Canadian Alpine Journal
- front cover, 2004
- Categories: Climbing, Mountaineering, Ski mountaineering
- Frequency: Annual
- Publisher: Alpine Club of Canada
- Founded: 1907; 119 years ago
- Country: Canada
- Based in: Toronto
- Language: English, French
- Website: www.alpineclubofcanada.ca/caj/
- ISSN: 0068-8207

= Canadian Alpine Journal =

Magazine

The Canadian Alpine Journal is the yearly magazine of the Alpine Club of Canada. It serves as a worldwide journal of record for achievements in climbing, mountaineering, ski mountaineering, and exploration of mountains. The magazine is headquartered in Toronto, Ontario.

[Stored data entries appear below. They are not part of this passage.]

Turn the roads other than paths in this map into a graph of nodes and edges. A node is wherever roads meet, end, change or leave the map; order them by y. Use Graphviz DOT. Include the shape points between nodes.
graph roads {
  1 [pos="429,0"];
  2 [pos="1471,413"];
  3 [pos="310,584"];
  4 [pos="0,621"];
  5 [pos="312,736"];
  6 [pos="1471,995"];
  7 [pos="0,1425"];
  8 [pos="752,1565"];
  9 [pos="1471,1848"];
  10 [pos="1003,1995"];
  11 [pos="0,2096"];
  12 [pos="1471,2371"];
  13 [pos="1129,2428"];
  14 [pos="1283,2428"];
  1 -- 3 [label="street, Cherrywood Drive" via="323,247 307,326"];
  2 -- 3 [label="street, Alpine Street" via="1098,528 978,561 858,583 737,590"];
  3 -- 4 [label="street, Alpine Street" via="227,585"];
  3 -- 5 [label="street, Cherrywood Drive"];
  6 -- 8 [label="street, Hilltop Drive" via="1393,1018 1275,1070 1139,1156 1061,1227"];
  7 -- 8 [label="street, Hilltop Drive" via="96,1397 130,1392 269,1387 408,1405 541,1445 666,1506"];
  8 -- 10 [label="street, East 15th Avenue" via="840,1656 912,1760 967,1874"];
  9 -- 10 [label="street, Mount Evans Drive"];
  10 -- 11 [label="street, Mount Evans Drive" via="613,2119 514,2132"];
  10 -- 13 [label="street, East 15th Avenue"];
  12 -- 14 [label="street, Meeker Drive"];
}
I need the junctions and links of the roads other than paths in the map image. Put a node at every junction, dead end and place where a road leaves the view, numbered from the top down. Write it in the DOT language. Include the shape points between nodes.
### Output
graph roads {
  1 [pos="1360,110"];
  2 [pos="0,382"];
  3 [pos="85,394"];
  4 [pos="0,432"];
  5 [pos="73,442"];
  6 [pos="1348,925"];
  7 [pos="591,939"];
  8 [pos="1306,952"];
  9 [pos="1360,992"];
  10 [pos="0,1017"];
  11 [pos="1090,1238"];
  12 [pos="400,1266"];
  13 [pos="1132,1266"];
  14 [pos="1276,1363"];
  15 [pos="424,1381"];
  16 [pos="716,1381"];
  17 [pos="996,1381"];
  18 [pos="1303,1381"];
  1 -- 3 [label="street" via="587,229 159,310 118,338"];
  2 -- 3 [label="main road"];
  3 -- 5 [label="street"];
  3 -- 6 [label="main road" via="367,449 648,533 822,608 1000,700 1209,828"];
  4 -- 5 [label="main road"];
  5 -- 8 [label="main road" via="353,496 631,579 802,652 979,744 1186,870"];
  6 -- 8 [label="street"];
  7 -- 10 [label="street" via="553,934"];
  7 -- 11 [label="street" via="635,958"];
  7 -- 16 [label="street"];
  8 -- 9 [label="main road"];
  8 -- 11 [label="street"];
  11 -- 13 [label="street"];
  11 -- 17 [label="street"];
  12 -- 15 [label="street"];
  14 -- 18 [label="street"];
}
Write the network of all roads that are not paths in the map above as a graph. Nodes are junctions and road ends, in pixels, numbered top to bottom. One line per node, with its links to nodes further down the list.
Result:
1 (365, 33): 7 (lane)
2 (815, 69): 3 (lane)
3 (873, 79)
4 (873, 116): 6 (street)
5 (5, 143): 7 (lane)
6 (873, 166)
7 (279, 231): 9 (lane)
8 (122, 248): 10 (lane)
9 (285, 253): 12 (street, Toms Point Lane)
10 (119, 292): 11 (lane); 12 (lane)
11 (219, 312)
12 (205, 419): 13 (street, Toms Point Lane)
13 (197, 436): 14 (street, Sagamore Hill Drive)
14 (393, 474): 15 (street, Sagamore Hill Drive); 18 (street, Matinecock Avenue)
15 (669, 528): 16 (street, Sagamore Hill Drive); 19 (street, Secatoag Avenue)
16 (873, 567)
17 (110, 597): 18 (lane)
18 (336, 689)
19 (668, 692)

Each issue contains feature stories about notable climbs, written by the participants, as well as short notes by climbers about new and noteworthy achievements. Some general articles about mountaineering, mountain medicine, the mountain environment, or other topics are also sometimes included. Each issue includes book reviews, memorials of deceased members, and club activities.

== History ==
The journal was founded in 1907, and during the early decades some volumes covered more than one year. Since 1947 (volume 30), the journal has been published annually.

== Similar journals ==
Other magazines of record for climbing include the American Alpine Journal published by the American Alpine Club, the Alpine Journal published by the Alpine Club (of the United Kingdom), the Himalayan Journal, and Iwa To Yuki, a Japanese journal. All of these journals are often used by climbers planning expeditions, especially those who wish to verify that a proposed route would be a new one. Entries in these journals (and others) concerning major Himalayan peaks are indexed in the Himalayan Index.